2. Compare the biblical story of The Expulsion from Eden from the Old Testament with the episode of how Enkidu becomes fully human (by means of the harlot) in Gilgamesh. In both stories, a woman is instrumental in causing a man to become fully human, and eventually to die, the fate of human beings. Moreover, how are women treated in the story of Gilgamesh? Discuss the similarities and the differences between the two stories, using specific examples from both to support your ideas.
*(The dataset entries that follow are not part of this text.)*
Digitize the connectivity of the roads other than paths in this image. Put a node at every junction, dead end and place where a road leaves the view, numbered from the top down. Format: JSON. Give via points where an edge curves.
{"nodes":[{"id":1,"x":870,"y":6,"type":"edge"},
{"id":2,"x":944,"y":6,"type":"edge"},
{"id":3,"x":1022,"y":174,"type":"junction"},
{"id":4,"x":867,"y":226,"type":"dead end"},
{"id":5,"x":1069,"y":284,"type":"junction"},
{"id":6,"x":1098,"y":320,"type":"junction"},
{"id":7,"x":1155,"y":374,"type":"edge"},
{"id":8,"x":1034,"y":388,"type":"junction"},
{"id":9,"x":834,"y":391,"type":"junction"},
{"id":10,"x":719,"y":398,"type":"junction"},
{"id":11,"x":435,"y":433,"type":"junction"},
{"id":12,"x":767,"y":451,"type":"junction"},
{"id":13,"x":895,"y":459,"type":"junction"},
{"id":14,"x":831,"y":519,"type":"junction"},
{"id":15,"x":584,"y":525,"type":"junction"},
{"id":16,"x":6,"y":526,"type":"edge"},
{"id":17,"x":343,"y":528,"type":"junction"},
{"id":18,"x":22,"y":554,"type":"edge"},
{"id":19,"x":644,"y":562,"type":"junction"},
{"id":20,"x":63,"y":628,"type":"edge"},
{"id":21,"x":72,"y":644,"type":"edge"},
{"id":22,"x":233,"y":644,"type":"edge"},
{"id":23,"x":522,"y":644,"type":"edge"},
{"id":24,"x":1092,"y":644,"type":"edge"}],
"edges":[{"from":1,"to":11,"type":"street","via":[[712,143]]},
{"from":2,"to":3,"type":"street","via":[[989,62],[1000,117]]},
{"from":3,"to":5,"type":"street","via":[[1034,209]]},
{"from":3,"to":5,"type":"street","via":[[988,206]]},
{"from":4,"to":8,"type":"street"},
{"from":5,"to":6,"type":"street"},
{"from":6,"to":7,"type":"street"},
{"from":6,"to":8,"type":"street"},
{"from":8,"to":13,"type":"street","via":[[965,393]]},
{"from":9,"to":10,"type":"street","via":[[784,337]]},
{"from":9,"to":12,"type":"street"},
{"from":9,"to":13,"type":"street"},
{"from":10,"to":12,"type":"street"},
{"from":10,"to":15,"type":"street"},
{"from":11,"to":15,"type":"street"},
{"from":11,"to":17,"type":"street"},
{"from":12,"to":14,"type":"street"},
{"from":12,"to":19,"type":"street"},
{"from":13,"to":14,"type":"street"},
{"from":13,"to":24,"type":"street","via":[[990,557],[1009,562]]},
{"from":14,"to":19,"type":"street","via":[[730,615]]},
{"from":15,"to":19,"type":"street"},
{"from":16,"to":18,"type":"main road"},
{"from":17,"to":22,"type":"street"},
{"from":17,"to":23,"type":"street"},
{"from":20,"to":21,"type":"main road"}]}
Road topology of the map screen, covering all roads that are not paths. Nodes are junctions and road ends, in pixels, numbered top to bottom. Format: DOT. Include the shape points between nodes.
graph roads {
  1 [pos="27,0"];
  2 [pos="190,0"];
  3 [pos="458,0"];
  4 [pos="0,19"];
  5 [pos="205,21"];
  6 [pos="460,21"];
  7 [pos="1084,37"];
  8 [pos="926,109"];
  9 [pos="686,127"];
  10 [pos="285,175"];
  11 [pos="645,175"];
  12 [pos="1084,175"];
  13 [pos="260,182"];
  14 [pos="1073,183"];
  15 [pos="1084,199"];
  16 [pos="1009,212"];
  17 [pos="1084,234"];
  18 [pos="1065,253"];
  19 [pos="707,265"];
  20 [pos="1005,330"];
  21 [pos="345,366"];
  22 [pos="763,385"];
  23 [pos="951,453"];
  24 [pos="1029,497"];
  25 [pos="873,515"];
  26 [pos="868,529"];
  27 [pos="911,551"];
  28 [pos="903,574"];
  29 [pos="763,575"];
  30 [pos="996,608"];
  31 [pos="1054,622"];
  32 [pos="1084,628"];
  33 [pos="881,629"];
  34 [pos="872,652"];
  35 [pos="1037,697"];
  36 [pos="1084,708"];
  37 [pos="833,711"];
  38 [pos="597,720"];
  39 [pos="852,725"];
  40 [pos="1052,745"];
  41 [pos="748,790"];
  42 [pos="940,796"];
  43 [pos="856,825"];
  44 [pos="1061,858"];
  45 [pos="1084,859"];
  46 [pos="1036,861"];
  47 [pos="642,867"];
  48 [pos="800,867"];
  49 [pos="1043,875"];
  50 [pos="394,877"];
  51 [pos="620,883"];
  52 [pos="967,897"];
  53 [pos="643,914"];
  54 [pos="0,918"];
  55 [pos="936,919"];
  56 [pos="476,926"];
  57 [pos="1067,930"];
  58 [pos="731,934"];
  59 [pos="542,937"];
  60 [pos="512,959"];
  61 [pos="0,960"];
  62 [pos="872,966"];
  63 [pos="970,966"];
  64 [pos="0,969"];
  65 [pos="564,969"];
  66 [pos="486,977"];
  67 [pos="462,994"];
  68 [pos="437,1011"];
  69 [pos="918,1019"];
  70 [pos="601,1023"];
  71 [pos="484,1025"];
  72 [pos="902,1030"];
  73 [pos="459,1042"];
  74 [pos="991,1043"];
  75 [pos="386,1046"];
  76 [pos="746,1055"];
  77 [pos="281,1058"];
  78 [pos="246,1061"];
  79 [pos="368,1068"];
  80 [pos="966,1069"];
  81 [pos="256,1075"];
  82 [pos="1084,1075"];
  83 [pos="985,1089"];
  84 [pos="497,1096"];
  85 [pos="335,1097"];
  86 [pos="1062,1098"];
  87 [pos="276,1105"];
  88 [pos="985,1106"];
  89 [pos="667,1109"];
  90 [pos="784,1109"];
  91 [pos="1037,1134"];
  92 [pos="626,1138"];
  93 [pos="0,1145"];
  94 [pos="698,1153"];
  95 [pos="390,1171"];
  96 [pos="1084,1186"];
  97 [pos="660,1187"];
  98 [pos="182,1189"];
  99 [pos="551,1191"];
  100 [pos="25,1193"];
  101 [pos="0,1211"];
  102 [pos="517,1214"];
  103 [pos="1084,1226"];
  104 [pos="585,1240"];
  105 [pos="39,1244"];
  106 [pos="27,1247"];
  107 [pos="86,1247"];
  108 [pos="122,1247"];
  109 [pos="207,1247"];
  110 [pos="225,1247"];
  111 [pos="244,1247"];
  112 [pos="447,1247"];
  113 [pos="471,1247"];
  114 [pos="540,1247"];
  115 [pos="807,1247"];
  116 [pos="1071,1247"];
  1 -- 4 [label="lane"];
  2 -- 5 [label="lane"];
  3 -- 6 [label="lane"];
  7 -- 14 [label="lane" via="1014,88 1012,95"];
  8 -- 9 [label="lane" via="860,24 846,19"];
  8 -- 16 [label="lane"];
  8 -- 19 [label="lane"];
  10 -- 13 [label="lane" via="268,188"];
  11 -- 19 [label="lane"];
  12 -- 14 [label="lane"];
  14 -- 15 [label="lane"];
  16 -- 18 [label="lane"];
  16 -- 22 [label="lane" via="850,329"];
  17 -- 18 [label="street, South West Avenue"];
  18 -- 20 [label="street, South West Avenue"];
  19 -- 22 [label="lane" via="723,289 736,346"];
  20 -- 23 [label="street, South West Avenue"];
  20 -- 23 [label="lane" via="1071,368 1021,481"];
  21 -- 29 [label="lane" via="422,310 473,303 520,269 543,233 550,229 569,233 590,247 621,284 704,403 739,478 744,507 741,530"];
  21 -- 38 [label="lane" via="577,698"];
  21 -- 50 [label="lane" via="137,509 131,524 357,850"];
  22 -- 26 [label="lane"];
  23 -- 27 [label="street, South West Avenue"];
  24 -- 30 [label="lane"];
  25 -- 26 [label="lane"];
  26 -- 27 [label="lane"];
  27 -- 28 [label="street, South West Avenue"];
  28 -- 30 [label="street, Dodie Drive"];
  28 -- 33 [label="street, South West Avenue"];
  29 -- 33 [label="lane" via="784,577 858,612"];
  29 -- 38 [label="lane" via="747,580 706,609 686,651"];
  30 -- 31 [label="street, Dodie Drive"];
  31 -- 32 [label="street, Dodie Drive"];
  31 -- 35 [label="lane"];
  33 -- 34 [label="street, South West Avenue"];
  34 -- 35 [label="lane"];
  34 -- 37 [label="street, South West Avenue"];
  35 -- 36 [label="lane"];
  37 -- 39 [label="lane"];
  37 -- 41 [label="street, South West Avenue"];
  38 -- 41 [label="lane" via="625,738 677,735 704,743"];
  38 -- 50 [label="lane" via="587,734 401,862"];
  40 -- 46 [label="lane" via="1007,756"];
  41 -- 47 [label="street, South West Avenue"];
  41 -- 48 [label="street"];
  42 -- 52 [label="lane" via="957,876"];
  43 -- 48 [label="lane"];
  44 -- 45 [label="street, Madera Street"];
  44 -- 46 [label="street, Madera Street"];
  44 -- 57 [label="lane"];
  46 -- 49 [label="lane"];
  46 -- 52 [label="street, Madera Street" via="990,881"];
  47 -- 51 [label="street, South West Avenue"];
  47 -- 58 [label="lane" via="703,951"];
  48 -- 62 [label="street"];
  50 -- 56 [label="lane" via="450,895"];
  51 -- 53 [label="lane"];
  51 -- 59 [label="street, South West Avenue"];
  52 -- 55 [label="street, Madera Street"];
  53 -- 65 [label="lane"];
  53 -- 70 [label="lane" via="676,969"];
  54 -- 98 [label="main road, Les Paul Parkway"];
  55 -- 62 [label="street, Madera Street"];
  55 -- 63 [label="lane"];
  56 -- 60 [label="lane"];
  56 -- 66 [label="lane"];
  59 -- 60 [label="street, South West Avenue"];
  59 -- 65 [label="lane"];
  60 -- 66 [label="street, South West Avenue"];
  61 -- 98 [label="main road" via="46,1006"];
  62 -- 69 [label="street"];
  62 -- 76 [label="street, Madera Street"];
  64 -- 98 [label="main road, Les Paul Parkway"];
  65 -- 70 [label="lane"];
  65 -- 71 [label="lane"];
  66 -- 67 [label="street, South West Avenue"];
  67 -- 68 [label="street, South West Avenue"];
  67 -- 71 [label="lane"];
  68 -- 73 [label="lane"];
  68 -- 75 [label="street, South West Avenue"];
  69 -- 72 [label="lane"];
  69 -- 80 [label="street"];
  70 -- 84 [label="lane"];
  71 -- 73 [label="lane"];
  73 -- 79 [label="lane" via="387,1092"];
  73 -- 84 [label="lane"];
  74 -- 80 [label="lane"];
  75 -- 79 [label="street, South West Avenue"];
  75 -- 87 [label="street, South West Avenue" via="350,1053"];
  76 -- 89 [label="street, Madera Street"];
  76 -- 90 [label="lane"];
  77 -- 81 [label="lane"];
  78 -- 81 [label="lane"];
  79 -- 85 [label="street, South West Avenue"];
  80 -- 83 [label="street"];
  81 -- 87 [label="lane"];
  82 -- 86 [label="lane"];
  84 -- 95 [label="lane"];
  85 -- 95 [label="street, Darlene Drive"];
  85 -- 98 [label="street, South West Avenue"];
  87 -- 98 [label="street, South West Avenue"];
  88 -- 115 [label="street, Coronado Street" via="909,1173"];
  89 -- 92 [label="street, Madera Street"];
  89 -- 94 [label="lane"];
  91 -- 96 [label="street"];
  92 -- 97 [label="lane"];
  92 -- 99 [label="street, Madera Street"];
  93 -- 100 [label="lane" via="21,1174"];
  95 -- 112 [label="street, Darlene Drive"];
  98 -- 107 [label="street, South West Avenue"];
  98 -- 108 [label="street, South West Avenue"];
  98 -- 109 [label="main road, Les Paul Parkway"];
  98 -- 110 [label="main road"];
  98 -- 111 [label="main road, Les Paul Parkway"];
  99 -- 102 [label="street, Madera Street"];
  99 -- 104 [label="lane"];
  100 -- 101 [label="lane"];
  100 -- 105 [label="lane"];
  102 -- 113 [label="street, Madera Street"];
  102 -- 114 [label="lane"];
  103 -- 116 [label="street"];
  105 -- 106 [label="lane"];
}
3. Compare the Biblical story of the flood with the version of the flood told by Utnapishtim in Gilgamesh. Now, identify several ways in which the two floods are similar and several ways in which they are different. What do you think is the most striking difference between them? What was the purpose of the flood in Gilgamesh? What was the purpose of the flood in the Hebrew Bible? What do these different purposes tell you about the relationship of human beings to divinity in each? Use specific examples from both stories to support your ideas.

4. Discuss the themes of Mortality, Permanence, and Fame that are all addressed in the story of Gilgamesh. Why is the fear of death so great? Why doesn’t their religion comfort them, bring them hope? Is the lesson that nothing is permanent a lesson that mortals can never learn; perhaps it’s not in our nature; perhaps it’s not a good lesson to learn? Why is it so important for Gilgamesh to achieve fame? Does this have anything to do with religion? Use specific examples from the story to support your ideas.